◆ How to complete this task ◆
The entries below need to be written out exactly, with no pictures included.

◆ Information given ◆
○ ○ ○ ○

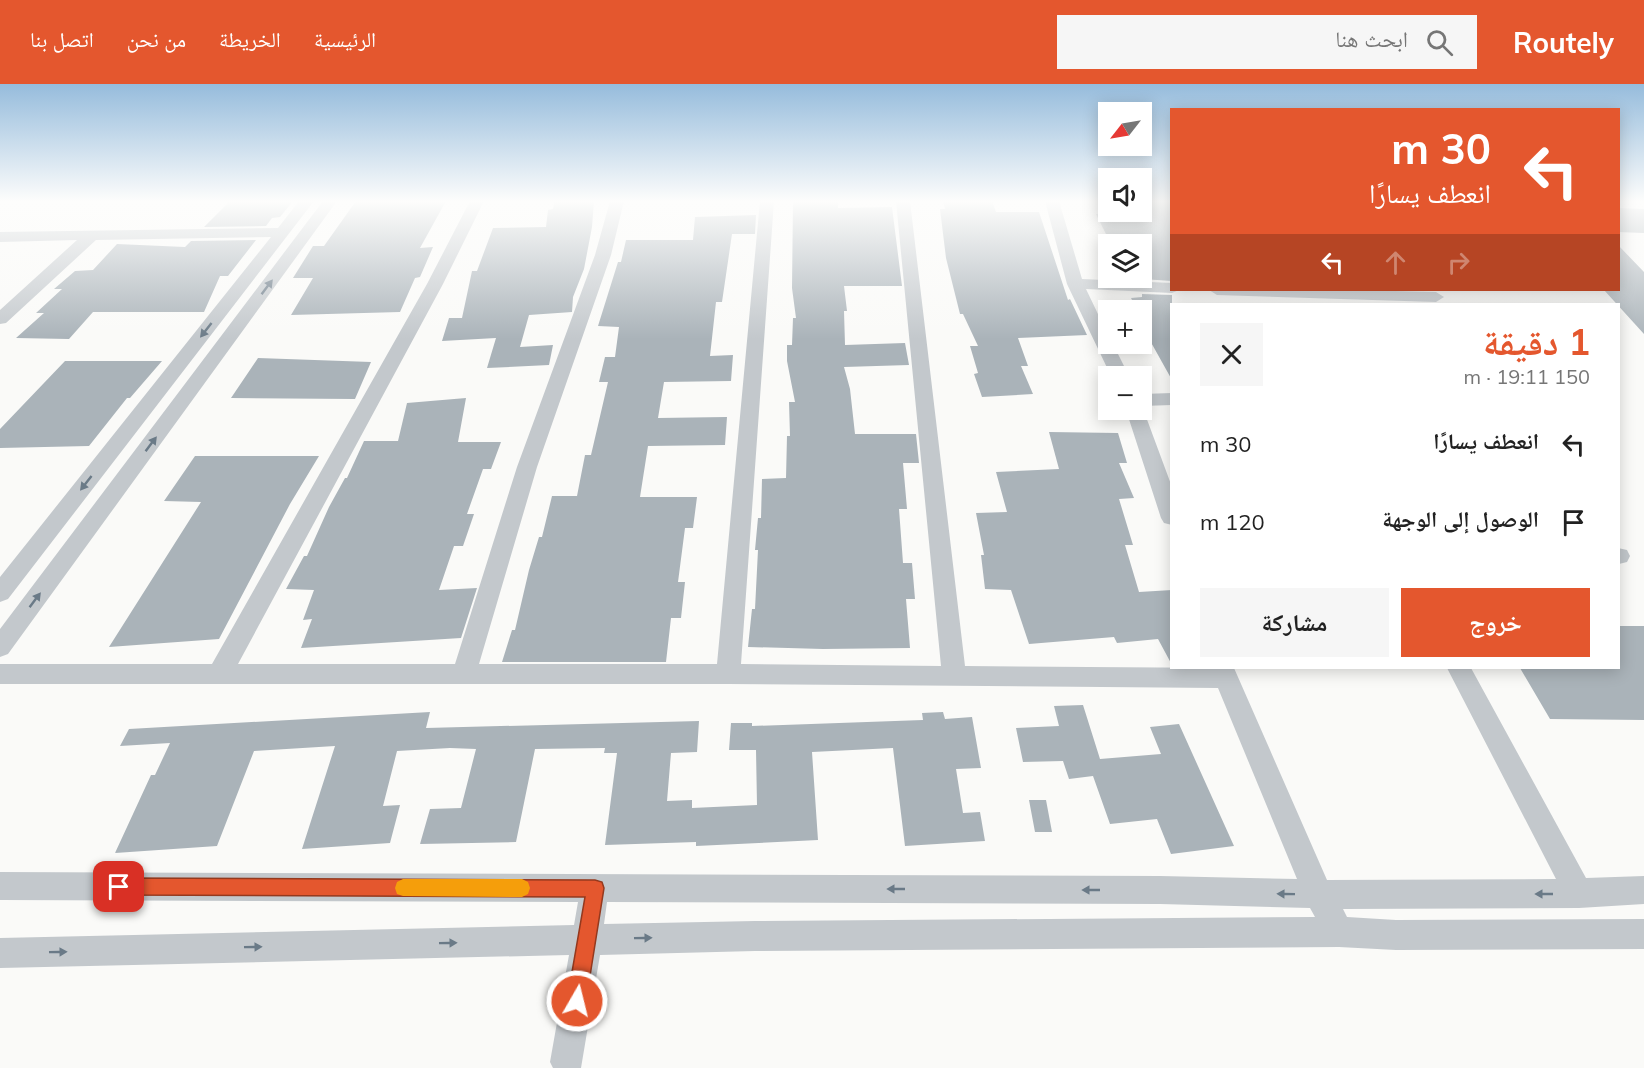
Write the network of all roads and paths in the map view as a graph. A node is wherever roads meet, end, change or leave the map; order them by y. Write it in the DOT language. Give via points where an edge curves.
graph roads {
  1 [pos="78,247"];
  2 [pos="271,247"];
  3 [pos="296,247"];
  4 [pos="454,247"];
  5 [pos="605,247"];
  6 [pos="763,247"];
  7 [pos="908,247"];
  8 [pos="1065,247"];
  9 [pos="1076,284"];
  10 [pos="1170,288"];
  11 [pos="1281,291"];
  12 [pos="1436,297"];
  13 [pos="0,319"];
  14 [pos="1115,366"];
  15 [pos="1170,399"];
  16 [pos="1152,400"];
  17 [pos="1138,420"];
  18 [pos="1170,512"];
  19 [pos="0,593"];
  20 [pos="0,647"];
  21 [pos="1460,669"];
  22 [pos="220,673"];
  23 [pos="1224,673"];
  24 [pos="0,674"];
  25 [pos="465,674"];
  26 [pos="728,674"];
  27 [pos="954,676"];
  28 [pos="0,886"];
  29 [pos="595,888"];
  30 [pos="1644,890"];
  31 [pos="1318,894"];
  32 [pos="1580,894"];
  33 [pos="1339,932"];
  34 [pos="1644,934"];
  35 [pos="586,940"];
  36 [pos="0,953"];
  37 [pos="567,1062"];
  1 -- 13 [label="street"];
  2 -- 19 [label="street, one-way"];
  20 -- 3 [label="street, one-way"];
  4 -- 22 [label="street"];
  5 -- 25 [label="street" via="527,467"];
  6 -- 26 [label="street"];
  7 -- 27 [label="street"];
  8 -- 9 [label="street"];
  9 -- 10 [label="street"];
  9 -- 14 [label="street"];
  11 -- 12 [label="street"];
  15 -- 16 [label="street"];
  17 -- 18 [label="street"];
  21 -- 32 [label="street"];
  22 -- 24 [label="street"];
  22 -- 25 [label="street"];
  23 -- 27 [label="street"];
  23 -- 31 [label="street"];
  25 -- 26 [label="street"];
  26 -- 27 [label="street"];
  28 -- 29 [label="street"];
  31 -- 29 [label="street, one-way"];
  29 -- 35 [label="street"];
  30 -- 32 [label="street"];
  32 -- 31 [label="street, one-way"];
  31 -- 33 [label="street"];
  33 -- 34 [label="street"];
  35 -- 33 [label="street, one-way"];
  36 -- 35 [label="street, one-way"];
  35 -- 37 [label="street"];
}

○ ○ ○ ○

◆ Problem solution ◆
Write the network of all roads and paths in the map view as a graph. A node is wherever roads meet, end, change or leave the map; order them by y. Write it in the DOT language. Give via points where an edge curves.
graph roads {
  1 [pos="78,247"];
  2 [pos="271,247"];
  3 [pos="296,247"];
  4 [pos="454,247"];
  5 [pos="605,247"];
  6 [pos="763,247"];
  7 [pos="908,247"];
  8 [pos="1065,247"];
  9 [pos="1076,284"];
  10 [pos="1170,288"];
  11 [pos="1281,291"];
  12 [pos="1436,297"];
  13 [pos="0,319"];
  14 [pos="1115,366"];
  15 [pos="1170,399"];
  16 [pos="1152,400"];
  17 [pos="1138,420"];
  18 [pos="1170,512"];
  19 [pos="0,593"];
  20 [pos="0,647"];
  21 [pos="1460,669"];
  22 [pos="220,673"];
  23 [pos="1224,673"];
  24 [pos="0,674"];
  25 [pos="465,674"];
  26 [pos="728,674"];
  27 [pos="954,676"];
  28 [pos="0,886"];
  29 [pos="595,888"];
  30 [pos="1644,890"];
  31 [pos="1318,894"];
  32 [pos="1580,894"];
  33 [pos="1339,932"];
  34 [pos="1644,934"];
  35 [pos="586,940"];
  36 [pos="0,953"];
  37 [pos="567,1062"];
  1 -- 13 [label="street"];
  2 -- 19 [label="street, one-way"];
  20 -- 3 [label="street, one-way"];
  4 -- 22 [label="street"];
  5 -- 25 [label="street" via="527,467"];
  6 -- 26 [label="street"];
  7 -- 27 [label="street"];
  8 -- 9 [label="street"];
  9 -- 10 [label="street"];
  9 -- 14 [label="street"];
  11 -- 12 [label="street"];
  15 -- 16 [label="street"];
  17 -- 18 [label="street"];
  21 -- 32 [label="street"];
  22 -- 24 [label="street"];
  22 -- 25 [label="street"];
  23 -- 27 [label="street"];
  23 -- 31 [label="street"];
  25 -- 26 [label="street"];
  26 -- 27 [label="street"];
  28 -- 29 [label="street"];
  31 -- 29 [label="street, one-way"];
  29 -- 35 [label="street"];
  30 -- 32 [label="street"];
  32 -- 31 [label="street, one-way"];
  31 -- 33 [label="street"];
  33 -- 34 [label="street"];
  35 -- 33 [label="street, one-way"];
  36 -- 35 [label="street, one-way"];
  35 -- 37 [label="street"];
}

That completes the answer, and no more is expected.